La star, qui a fêté ses 85 ans ce 28 septembre, a reçu une statuette très symbolique: deux mains ouvertes portant sept animaux, dont un cheval, un agneau et un phoque avec l’inscription: “Et Dieu créa la militante qui combat pour les droits des animaux”.
L’actrice, très engagée dans la défense des droits des animaux, a déjà soutenu plusieurs campagnes de GAIA, comme celle sur l’interdiction par l’UE du commerce des produits dérivés du phoque, contre les transports d’animaux vivants sur de longues distances, ou encore contre les cruelles courses de chevaux de rue.

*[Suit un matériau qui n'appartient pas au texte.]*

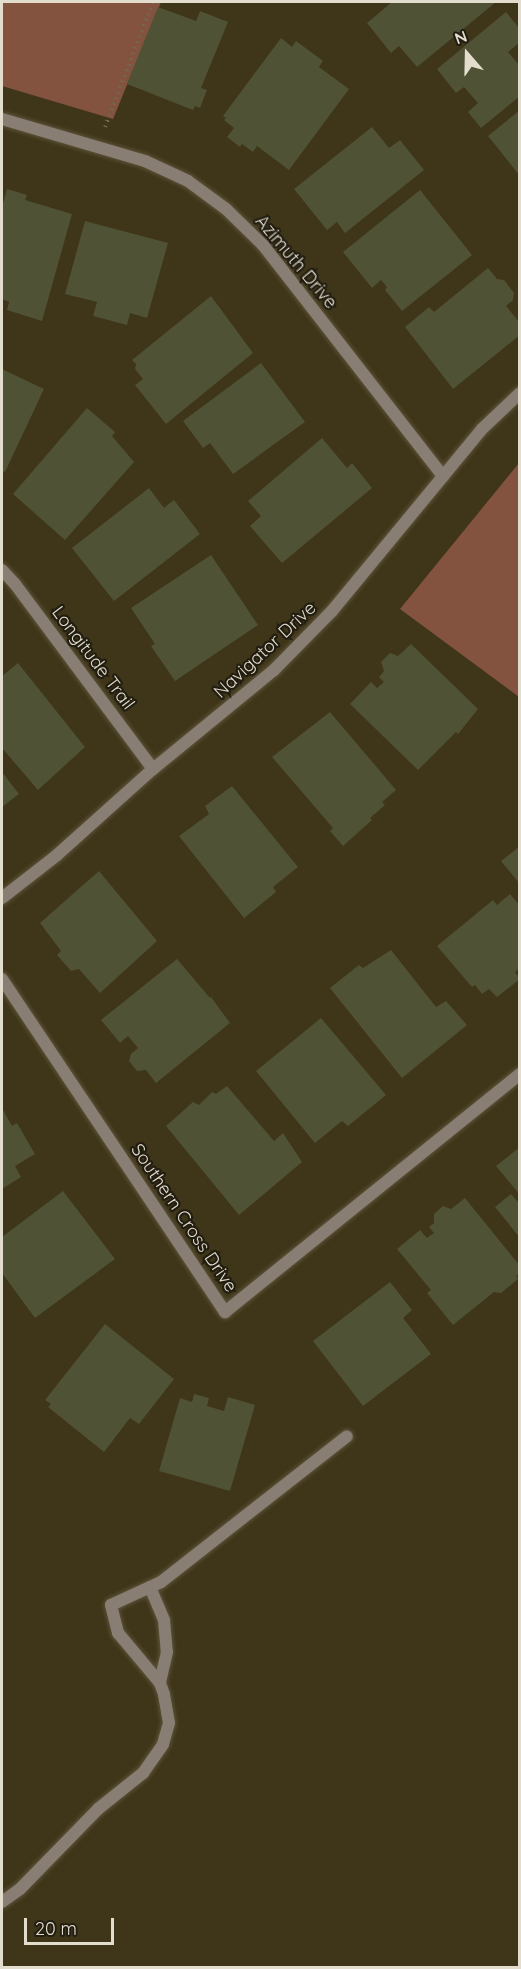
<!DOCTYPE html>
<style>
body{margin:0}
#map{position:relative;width:521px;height:1969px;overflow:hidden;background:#3f3519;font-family:Quicksand,sans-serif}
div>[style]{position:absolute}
.green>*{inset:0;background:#835340}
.building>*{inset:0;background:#4f5235}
.path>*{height:4px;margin-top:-2px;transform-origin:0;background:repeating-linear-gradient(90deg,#70684f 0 1.5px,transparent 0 6px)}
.roads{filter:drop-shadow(0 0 2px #5d5339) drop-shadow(0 0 2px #5d5339)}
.service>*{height:12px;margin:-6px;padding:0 6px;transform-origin:6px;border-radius:6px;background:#897e74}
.minor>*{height:12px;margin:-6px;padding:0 6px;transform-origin:6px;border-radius:6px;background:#897e74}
span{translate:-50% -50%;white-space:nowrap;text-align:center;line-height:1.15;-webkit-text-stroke:4.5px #211d11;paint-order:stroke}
.street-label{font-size:18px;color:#e3ddcd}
.frame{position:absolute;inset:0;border:3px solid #e3ddcd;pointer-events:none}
.north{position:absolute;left:437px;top:24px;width:60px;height:60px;-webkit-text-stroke:4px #211d11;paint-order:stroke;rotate:340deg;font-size:16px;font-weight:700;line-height:24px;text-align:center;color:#e3ddcd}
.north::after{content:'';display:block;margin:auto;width:21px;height:27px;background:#e3ddcd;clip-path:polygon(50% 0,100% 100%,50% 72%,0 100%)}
.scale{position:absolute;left:24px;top:1918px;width:90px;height:27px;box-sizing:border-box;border:3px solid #e3ddcd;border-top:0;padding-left:8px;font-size:18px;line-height:21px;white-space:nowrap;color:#e3ddcd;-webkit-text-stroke:4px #211d11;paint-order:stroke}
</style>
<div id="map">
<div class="green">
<i style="clip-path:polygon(2px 2px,161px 2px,113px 119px,2px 86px)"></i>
<i style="clip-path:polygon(519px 463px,519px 697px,400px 609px)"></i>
</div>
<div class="building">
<i style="clip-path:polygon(392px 2px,496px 2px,417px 67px,399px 46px,391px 53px,367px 23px)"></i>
<i style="clip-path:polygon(158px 7px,196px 21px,200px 11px,228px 22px,201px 88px,207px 90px,200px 108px,195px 106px,193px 110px,127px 84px)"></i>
<i style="clip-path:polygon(506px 12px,520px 29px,520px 42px,508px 52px,520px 66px,520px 96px,481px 128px,468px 112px,478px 103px,464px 87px,456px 93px,437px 69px)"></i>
<i style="clip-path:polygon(281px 38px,292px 47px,296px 41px,315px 55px,323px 61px,319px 67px,349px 89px,289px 170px,257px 146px,253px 152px,242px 144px,240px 147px,227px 137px,234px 128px,224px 120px,226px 118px,223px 116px)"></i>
<i style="clip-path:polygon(520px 110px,520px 176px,488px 136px)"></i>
<i style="clip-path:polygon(372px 127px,389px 148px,400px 140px,424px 170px,345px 233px,337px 222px,327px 230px,294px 189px)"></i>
<i style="clip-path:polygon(7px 189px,27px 195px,25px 200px,72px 214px,42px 321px,7px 310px,9px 302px,2px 299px,2px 207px)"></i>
<i style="clip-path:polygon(420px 190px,472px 255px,402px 311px,385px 290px,387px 287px,381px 280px,372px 288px,343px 252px)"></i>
<i style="clip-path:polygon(85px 221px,168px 243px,147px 318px,130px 313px,127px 325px,93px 316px,97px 302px,65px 294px)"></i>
<i style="clip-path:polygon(488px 268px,497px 279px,504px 280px,514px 293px,513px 300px,506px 306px,520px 323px,520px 335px,453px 389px,405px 327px,429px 307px,434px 312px)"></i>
<i style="clip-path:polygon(211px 296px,253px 353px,166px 424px,135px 385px,143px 379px,135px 369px,136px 364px,132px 360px)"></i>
<i style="clip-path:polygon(261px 363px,305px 422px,233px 474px,210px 443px,203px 448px,183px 421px)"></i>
<i style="clip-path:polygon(2px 369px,44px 389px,5px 472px,2px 471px)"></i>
<i style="clip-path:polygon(87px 408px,115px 432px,112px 436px,134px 462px,65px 540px,13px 494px)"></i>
<i style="clip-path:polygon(322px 438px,347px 468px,352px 463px,372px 488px,282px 563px,250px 526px,261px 516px,248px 501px)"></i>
<i style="clip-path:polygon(149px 488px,164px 508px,174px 500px,200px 534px,114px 601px,72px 548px)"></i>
<i style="clip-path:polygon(211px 555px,258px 625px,175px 681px,151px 646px,155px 644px,131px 608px)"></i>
<i style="clip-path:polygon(411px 644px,478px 709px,458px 734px,456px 732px,418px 770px,350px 704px,371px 682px,377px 688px,384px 682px,379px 677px,384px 671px,381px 662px,390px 653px,398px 656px)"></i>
<i style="clip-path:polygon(18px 663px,85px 747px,38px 790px,2px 748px,2px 676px)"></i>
<i style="clip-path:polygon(330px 712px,396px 790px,382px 802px,385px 805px,370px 818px,372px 820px,343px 846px,330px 831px,333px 828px,272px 757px)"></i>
<i style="clip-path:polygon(2px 772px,19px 794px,2px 807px)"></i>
<i style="clip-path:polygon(232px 786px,298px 867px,273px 887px,276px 892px,244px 918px,179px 836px,209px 814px,205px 806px)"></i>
<i style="clip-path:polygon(520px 846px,520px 884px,501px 861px)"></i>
<i style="clip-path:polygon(99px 871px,157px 941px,100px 993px,79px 969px,71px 971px,57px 955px,61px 951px,40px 923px)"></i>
<i style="clip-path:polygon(510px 894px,520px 906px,520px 968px,515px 972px,520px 979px,497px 997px,489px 989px,482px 994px,475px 985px,472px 987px,437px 946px,493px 900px,497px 905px)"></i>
<i style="clip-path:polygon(391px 950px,436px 1007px,446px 1001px,467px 1025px,402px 1078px,330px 988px,359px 965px,363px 968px)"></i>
<i style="clip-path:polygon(177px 959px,210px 998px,211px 997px,230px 1023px,156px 1083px,146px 1070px,137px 1071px,129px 1061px,131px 1054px,138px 1048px,128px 1036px,120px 1043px,101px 1020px)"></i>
<i style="clip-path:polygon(321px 1018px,386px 1095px,348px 1126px,342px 1121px,315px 1143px,256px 1071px)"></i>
<i style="clip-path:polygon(227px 1086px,274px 1141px,283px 1133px,302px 1162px,239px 1215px,166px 1126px,193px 1102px,199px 1105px,212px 1092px,216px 1094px)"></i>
<i style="clip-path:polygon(2px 1108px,12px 1126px,17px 1123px,35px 1154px,15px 1166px,21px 1177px,2px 1189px)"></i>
<i style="clip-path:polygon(520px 1147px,520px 1195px,496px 1166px)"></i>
<i style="clip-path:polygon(63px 1191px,115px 1259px,35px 1318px,2px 1273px,2px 1237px)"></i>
<i style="clip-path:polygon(511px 1194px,518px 1202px,520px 1201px,520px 1238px,495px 1207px)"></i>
<i style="clip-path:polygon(465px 1198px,520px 1266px,520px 1273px,516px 1276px,518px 1279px,501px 1293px,494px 1292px,453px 1325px,427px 1293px,431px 1290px,397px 1249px,420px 1230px,427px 1238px,434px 1233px,429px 1227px,434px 1223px,434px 1214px,443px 1206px,451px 1209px)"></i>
<i style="clip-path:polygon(390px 1282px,412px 1310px,403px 1318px,431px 1354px,363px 1406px,313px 1341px)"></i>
<i style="clip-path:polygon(105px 1324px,174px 1379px,139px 1424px,130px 1418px,104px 1452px,48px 1407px,51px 1404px,45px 1400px)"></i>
<i style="clip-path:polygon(194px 1394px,209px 1398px,207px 1406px,224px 1411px,228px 1397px,255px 1405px,230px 1491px,159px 1471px,180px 1398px,192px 1402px)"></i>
</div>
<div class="path">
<i style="left:105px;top:127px;width:134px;rotate:-69deg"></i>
</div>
<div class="roads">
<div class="service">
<i style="left:150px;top:1587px;width:36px;rotate:67deg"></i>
<i style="left:164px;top:1620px;width:32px;rotate:85deg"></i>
<i style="left:167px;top:1652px;width:32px;rotate:103deg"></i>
<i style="left:2px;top:1902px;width:22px;rotate:-36deg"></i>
<i style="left:20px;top:1889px;width:112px;rotate:-45.7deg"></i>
<i style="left:98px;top:1809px;width:58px;rotate:-38.7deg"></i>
<i style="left:143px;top:1773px;width:35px;rotate:-55deg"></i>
<i style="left:163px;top:1744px;width:22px;rotate:-74deg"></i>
<i style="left:169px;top:1723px;width:29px;rotate:-100deg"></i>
<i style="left:164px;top:1694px;width:12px;rotate:-110deg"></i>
<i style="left:160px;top:1683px;width:65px;rotate:-130deg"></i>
<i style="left:118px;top:1633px;width:29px;rotate:-104deg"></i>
<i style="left:111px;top:1605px;width:55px;rotate:-24.7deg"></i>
<i style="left:161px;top:1582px;width:236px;rotate:-38.1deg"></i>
</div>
<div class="minor">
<i style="left:2px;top:119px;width:149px;rotate:16.4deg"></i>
<i style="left:145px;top:161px;width:47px;rotate:24.9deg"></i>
<i style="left:188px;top:181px;width:47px;rotate:36.4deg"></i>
<i style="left:226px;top:209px;width:52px;rotate:44.2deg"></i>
<i style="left:263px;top:245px;width:293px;rotate:52.1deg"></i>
<i style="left:2px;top:570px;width:19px;rotate:47deg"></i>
<i style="left:15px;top:584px;width:231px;rotate:53.3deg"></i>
<i style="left:2px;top:898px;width:70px;rotate:-38deg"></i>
<i style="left:57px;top:855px;width:129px;rotate:-41.9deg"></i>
<i style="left:153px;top:769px;width:156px;rotate:-39.3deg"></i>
<i style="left:274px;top:670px;width:83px;rotate:-45.5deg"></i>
<i style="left:332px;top:611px;width:236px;rotate:-50.5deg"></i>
<i style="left:482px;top:429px;width:52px;rotate:-43.5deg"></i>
<i style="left:2px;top:979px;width:401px;rotate:56.2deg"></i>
<i style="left:225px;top:1312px;width:379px;rotate:-38.9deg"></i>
</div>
</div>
<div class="street-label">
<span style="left:296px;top:262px;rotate:50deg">Azimuth Drive</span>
<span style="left:265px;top:650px;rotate:-43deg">Navigator Drive</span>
<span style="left:93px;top:658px;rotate:53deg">Longitude Trail</span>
<span style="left:184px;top:1218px;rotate:56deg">Southern Cross Drive</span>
</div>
<div class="frame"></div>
<div class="north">N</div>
<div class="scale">20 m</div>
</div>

“Brigitte Bardot défend inlassablement les animaux depuis près d’un demi-siècle. Ce prix est un hommage à une icône de la lutte pour les droits des animaux”, a déclaré Michel Vandenbosch, président de GAIA, dans un communiqué. “Je l’ai rencontrée plusieurs fois et, chaque fois, j’ai été impressionné par son charisme et sa tendresse. Personne ne mérite cet award plus qu’elle”.
“Symbole précieux”
Dans une lettre personnelle adressée aux fondateurs de GAIA, Brigitte Bardot a exprimé sa gratitude: “J’ai rarement de belles nouvelles, mais quelle merveilleuse surprise d’apprendre que vous m’avez remis ce magnifique ‘Lifetime Achievement Award’. C’est un symbole si précieux que j’en ai les larmes aux yeux!”
La comédienne Marie-José Nat est morte à 79 ans
Marie-José Nat, figure familière des écrans dans les années 60 et 70 dont le grand rôle est « Élise ou la vraie vie », est décédée jeudi à Paris à l’âge de 79 ans.

L’actrice née en 1940 à Bonifacio d’un père kabyle et d’une mère corse a été dirigée par des metteurs en scène connus comme Henri-Georges Clouzot, Gérard Oury ou Claude Autant-Lara, lors d’une carrière menée autant au cinéma qu’à la télévision.
Son premier rôle important lui est confié par Denys de La Patellière pour Rue des Prairies (1959), où elle est la fille de Jean Gabin. Elle sera aussi la sœur de Brigitte Bardot dans La Vérité (1960) de Henri-Georges Clouzot.
Cette femme aux yeux et aux cheveux très noirs avait reçu en 1974 le prix d’interprétation féminine à Cannes pour Les Violons du Bal de Michel Drach, histoire autobiographique du réalisateur avec qui elle partagea sa vie plus d’une décennie.
Avant cela, il lui avait offert en 1967 un de ses plus beaux rôles dans Élise ou la vraie vie, l’histoire d’une jeune fille qui se lie d’amour avec un militant algérien du FLN (Front de libération nationale, en lutte pour l’indépendance de l’Algérie), qui fit alors polémique.
Marie-José Nat a aussi travaillé pour la télévision, comme dans la série à succès Les Gens de Mogador, saga en 13 épisodes, diffusée à partir de 1972.
En 1977, elle tourne avec Victor Lanoux Passé simple, sous la direction de Michel Drach. Plus tard, elle épousera Lanoux.
Elle s’est remariée en 2005 avec l’écrivain et peintre Serge Rezvani, connu du grand public pour être l’auteur de chansons célèbres, dont « J’ai la mémoire qui flanche » et « Le tourbillon de la vie », interprétées par Jeanne Moreau.